The breeds at greatest risk for developing periodontal disease include Toy Poodle, Yorkshire Terrier, Maltese, Papillion, Standard Poodle, Pomeranian, Shetland Sheepdog, Cavalier King Charles Spaniel, Dachshund and Havanese.Data from the survey was generated from a case-control study conducted by Banfield and included 50,000 animals with periodontal disease and 200,000 control animals.

Even more insidious, Klausner says, is the relationship between periodontal disease and other illnesses.

In fact, these data corroborate a very strong link between the presence of periodontal disease and heart disease.

“The worse the periodontal disease was, the stronger the link between endocarditis and cardiomyopathy,” Klausner adds.

“It’s an important disease, and I think some people minimize it sometimes, because it is not associated with mortality. It reduces the quality of the pet’s life,” Klausner explains.

Published estimates are that two-thirds of pet owners believe dental care is important, but only 63 percent of these owners had their pet’s teeth cleaned previously. Additionally, only 22 percent of pet owners have ever brushed their pet’s teeth.

Because February is Pet Dental Health Month, Klausner adds, “There is a lot more we can be doing about educating dogs and cats to the importance of this disease so they can take action to reduce the damage that is done by periodontal disease.”

Love my Cavaliers
13th February 2010, 03:52 AM
If that isn't an endorsement for brushing your dog's teeth, I don't know what is!

RodRussell
13th February 2010, 05:30 AM
If that isn't an endorsement for brushing your dog's teeth, I don't know what is!
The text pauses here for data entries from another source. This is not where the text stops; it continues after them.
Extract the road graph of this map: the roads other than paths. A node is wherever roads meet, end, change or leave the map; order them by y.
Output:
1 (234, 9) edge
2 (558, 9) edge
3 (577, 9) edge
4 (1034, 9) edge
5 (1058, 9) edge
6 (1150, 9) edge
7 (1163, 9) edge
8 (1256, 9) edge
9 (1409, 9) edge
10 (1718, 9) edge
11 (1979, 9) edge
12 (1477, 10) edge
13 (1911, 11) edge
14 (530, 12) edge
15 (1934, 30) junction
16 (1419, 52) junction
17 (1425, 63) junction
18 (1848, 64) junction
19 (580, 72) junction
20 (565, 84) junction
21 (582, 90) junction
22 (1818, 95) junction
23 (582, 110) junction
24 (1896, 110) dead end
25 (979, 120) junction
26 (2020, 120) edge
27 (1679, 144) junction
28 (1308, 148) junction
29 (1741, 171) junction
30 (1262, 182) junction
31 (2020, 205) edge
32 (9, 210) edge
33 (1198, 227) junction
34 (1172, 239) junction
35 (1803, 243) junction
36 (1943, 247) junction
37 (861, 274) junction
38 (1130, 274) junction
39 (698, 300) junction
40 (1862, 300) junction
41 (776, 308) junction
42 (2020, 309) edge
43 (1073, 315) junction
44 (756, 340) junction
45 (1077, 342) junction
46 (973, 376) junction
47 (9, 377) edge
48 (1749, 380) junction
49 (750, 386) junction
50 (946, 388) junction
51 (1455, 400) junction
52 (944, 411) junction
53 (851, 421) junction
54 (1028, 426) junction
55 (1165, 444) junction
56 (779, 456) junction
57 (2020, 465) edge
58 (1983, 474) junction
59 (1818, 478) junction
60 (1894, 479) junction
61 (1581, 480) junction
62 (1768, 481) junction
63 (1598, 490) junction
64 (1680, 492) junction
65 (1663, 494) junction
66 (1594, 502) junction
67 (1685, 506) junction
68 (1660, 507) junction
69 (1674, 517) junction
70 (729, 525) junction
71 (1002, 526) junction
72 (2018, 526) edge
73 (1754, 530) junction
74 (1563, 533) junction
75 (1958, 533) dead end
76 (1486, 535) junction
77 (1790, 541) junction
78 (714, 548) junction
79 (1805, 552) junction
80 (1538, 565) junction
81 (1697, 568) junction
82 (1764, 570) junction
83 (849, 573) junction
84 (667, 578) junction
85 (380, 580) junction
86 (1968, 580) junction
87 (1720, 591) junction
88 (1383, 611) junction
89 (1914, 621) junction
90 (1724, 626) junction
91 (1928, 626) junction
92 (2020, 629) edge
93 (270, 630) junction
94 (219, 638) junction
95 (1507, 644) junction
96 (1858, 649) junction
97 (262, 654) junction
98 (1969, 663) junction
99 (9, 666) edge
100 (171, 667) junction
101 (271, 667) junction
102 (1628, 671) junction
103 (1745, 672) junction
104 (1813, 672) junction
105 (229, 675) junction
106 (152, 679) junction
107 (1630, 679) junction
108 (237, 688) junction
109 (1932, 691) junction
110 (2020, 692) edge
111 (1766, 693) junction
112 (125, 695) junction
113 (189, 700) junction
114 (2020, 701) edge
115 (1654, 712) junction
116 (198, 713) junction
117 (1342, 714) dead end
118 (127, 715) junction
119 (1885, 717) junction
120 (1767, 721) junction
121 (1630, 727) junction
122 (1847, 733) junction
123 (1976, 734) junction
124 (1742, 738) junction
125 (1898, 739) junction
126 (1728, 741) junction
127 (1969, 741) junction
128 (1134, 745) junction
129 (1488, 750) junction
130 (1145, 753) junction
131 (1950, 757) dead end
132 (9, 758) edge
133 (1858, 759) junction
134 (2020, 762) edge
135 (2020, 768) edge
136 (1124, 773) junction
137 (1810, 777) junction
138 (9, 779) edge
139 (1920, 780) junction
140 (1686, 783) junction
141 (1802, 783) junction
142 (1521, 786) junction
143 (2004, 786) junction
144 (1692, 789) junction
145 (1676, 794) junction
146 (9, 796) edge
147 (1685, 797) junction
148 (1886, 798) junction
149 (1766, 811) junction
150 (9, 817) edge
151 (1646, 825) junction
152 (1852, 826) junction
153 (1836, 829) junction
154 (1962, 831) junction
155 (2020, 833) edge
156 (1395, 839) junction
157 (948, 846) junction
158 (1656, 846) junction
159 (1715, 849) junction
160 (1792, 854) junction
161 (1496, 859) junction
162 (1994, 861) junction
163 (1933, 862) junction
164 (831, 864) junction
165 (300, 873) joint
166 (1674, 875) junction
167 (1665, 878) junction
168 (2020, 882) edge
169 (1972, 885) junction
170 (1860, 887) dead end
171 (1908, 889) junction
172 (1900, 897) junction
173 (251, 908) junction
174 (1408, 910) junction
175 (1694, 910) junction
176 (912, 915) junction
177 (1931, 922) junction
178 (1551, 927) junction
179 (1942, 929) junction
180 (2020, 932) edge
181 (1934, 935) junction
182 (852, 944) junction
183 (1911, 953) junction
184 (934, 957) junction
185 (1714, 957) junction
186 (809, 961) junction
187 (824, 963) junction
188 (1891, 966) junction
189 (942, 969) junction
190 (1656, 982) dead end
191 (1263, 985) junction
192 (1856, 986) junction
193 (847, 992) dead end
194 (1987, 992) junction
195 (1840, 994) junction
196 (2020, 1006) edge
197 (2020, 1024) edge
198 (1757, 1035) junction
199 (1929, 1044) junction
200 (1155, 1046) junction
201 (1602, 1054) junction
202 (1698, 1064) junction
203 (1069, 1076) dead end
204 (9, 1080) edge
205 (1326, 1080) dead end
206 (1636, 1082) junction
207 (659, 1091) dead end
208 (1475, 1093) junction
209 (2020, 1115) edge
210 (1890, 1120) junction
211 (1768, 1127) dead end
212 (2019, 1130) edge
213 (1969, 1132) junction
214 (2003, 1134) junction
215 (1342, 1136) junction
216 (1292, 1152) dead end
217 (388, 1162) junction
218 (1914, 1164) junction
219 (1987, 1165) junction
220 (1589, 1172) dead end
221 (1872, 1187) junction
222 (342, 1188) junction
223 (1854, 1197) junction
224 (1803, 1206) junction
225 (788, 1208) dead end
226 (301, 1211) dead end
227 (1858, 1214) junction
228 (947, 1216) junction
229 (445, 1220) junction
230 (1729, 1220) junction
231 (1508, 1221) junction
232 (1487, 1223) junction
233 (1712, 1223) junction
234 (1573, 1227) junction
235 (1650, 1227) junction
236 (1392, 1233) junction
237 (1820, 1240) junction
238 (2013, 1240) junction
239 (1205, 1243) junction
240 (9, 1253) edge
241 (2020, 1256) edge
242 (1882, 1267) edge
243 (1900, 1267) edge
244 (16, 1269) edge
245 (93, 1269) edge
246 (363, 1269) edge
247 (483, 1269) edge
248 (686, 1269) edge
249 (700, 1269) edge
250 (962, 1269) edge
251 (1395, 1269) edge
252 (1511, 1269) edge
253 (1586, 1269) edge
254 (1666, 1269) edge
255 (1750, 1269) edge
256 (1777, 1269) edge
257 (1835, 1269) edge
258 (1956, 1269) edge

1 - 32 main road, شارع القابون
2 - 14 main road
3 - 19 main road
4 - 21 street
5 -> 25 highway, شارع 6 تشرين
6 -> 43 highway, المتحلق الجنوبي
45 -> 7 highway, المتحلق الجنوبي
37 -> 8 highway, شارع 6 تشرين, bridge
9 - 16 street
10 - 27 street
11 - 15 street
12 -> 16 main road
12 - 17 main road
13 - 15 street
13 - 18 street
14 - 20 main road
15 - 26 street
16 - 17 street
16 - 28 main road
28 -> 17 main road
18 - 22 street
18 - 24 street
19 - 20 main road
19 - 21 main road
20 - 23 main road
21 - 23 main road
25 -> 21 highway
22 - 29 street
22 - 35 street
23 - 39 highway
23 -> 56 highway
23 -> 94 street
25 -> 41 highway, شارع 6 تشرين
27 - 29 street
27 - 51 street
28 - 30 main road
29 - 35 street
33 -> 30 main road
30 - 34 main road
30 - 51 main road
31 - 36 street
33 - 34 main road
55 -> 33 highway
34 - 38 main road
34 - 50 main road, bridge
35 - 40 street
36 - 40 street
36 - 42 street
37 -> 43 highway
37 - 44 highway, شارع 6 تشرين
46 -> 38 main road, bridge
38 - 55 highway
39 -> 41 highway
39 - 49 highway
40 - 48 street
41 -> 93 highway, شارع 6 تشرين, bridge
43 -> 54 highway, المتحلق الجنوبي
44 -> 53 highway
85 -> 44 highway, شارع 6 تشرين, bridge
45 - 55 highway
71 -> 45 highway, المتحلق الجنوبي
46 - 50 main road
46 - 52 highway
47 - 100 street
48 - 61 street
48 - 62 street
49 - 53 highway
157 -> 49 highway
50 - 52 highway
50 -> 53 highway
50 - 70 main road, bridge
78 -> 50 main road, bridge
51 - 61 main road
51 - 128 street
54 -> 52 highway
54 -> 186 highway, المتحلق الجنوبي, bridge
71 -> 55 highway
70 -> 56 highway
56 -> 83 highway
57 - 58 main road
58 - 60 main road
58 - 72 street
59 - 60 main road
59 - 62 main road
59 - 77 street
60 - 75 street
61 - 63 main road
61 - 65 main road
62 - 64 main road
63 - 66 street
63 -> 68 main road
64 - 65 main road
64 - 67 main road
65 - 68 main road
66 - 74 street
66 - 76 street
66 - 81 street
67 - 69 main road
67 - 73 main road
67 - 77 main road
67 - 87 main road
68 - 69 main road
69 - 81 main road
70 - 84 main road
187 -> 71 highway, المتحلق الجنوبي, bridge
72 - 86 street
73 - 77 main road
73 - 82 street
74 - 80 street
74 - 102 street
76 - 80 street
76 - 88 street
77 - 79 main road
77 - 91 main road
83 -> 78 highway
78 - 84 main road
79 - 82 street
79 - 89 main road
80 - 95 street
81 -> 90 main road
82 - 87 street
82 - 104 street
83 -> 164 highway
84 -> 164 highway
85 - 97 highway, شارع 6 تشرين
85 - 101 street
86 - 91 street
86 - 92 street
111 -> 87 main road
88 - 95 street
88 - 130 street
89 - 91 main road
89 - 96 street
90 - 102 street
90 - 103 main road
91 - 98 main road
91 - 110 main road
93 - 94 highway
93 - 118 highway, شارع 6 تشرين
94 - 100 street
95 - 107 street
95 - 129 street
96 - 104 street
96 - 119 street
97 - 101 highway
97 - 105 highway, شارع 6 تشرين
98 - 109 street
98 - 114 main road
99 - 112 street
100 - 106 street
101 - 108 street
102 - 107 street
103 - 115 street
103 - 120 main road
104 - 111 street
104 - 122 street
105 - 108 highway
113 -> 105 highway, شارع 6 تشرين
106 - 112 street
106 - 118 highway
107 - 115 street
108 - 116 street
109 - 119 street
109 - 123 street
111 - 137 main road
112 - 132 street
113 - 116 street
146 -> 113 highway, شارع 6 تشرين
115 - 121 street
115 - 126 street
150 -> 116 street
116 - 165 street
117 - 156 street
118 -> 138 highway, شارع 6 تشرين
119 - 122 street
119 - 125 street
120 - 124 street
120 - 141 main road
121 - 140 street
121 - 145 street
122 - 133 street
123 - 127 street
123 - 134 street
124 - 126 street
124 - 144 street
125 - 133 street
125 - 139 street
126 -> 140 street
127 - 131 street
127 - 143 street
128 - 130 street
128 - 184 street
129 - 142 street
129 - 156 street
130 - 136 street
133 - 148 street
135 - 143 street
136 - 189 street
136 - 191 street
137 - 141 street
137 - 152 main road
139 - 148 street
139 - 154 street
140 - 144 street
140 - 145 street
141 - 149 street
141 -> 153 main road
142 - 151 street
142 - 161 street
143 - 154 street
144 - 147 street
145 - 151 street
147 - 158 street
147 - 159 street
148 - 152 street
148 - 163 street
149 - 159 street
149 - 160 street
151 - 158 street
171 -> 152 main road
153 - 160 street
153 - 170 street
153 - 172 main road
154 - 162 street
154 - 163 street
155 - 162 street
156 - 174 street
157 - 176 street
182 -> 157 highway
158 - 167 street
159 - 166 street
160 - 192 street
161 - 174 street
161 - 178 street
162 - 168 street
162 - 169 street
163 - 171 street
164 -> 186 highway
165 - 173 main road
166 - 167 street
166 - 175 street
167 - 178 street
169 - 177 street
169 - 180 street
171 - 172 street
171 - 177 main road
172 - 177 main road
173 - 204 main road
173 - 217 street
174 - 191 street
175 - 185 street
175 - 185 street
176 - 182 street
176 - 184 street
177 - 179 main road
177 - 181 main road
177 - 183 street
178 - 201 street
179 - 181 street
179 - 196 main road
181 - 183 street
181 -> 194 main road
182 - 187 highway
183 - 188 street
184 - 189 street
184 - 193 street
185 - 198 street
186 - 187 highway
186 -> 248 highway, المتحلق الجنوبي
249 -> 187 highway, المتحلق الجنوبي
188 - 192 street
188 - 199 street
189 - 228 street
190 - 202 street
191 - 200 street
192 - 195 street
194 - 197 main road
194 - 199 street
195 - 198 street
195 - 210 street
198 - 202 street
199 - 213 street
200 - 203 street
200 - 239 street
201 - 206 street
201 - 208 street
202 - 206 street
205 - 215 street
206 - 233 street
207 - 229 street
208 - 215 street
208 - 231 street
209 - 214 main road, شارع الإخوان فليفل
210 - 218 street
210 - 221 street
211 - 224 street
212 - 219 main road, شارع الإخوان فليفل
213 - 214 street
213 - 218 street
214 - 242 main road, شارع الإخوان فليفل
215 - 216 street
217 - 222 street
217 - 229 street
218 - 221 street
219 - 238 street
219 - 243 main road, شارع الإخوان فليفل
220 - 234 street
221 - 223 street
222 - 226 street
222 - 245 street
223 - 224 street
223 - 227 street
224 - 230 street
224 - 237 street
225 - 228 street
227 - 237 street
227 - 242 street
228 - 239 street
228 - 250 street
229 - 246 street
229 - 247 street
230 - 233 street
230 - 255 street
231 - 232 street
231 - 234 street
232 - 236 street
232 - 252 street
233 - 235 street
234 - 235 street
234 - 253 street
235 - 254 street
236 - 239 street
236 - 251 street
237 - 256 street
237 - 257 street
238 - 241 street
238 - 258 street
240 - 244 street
The solution may not be as simple as brushing teeth. One of the periodontal diseases which Cavaliers suffer from is eosinophilic stomatitis, an inflammation of the mucous lining of the mouth, including the tongue, palate, and gums. It is caused by an inappropriate, active immune response. Read about it and look at the photos at http://www.cavalierhealth.org/eosinophilic.htm
--
Rod Russell

Cathy T
13th February 2010, 04:57 PM
And this is why Jake and Shelby are scheduled for their dentals on the 22nd! :)

MishathePooh
14th February 2010, 11:02 PM
Misha just had a dental. I insisted on one when he was 9 (he's 13 now) and I think he had about 9 teeth pulled then. His teeth never look bad, but every time he goes in (one every year), he needs at least 3 teeth pulled. The past two years they removed abscessed teeth. I wonder if CKCS have so many heart issues partly because owners don't realize they need dentals and the periodontal disease exacerbates already present complications. I become a total basket case about a week before every dental, but he's a trooper and does really well.